Exercise material —
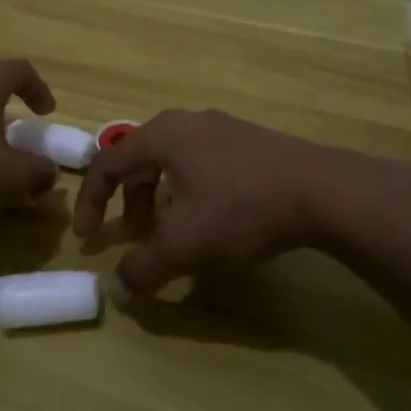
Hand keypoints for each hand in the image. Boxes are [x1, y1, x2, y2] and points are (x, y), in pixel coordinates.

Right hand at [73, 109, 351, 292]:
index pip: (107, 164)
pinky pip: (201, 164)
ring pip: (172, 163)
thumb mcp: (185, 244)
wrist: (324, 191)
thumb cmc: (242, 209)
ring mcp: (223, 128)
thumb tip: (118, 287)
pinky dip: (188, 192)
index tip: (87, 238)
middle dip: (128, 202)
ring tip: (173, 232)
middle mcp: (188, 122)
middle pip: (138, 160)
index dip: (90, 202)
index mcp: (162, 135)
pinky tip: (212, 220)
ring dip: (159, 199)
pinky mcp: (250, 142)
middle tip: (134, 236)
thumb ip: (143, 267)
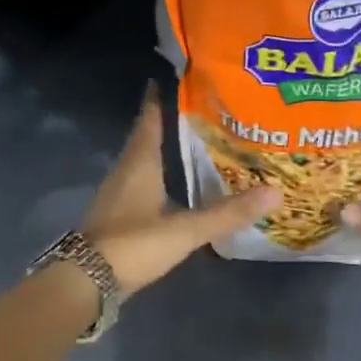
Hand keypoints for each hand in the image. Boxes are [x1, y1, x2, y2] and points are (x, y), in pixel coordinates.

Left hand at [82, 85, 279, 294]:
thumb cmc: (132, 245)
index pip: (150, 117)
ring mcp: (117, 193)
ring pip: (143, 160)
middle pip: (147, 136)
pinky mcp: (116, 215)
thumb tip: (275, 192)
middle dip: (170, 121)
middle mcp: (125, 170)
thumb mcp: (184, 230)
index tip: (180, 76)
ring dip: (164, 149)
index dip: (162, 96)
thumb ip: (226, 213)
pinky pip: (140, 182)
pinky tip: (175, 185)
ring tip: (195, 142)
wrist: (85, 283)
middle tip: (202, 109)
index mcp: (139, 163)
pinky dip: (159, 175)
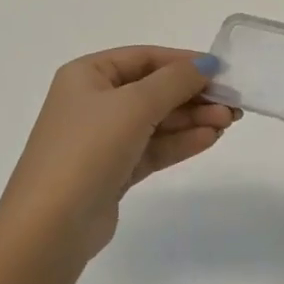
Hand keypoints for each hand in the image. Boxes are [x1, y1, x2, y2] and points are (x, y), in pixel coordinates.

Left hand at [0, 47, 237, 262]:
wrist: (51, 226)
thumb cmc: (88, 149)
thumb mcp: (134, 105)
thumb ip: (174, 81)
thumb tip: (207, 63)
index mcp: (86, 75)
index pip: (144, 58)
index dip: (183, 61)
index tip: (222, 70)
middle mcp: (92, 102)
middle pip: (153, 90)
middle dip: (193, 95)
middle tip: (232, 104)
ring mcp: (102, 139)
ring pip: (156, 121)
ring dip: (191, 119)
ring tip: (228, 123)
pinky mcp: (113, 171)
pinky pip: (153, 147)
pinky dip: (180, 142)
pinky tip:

Exercise prompt — Word for word, return the records shown above without their pictures.

Task solution —
Hand keypoints for each hand in the image. Boxes are [x1, y1, x2, y2] and points are (x, y), in pixel coordinates.

Right hand at [73, 109, 351, 292]:
index pip: (107, 164)
pinky pip: (201, 164)
ring pip: (172, 163)
thumb mcp: (185, 244)
wrist: (324, 191)
thumb cmc: (242, 209)
ring mcp: (223, 128)
thumb tip: (118, 287)
pinky dip: (188, 192)
index tip: (87, 238)
middle dip: (128, 202)
ring tip: (173, 232)
middle mcp: (188, 122)
middle pip: (138, 160)
index dip: (90, 202)
index mcp: (162, 135)
pinky tip: (212, 220)
ring dip: (159, 199)
pinky mcp: (250, 142)
middle tip: (134, 236)
thumb ip: (143, 267)
Hand keypoints for each hand in the image. Boxes are [x1, y1, x2, y2] and points are (x, y), in pixel coordinates.

Left hand at [82, 85, 279, 294]:
thumb cmc: (132, 245)
index pip: (150, 117)
ring mcp: (117, 193)
ring pip: (143, 160)
middle pip: (147, 136)
pinky mcp: (116, 215)
thumb tip: (275, 192)
middle dip: (170, 121)
middle mcp: (125, 170)
thumb mcp: (184, 230)
index tip: (180, 76)
ring dip: (164, 149)
index dip: (162, 96)
thumb ip: (226, 213)
pinky pip: (140, 182)
pinky tip: (175, 185)
ring tip: (195, 142)
wrist: (85, 283)
middle tip: (202, 109)
index mcp: (139, 163)
pinky dip: (159, 175)
Hand keypoints for each hand in the image. Boxes are [x1, y1, x2, y2] and points are (x, y), in pixel coordinates.

Left hand at [0, 47, 237, 262]:
wrist: (51, 226)
thumb cmc: (88, 149)
thumb mcp: (134, 105)
thumb ip: (174, 81)
thumb tip: (207, 63)
index mcp: (86, 75)
index pip: (144, 58)
index dip: (183, 61)
index tip: (222, 70)
middle mcp: (92, 102)
middle pip: (153, 90)
middle dip: (193, 95)
middle tip: (232, 104)
ring mcp: (102, 139)
ring pip: (156, 121)
ring dip: (191, 119)
ring tip: (228, 123)
pinky mcp: (113, 171)
pinky pip: (153, 147)
pinky dip: (180, 142)
pinky tip:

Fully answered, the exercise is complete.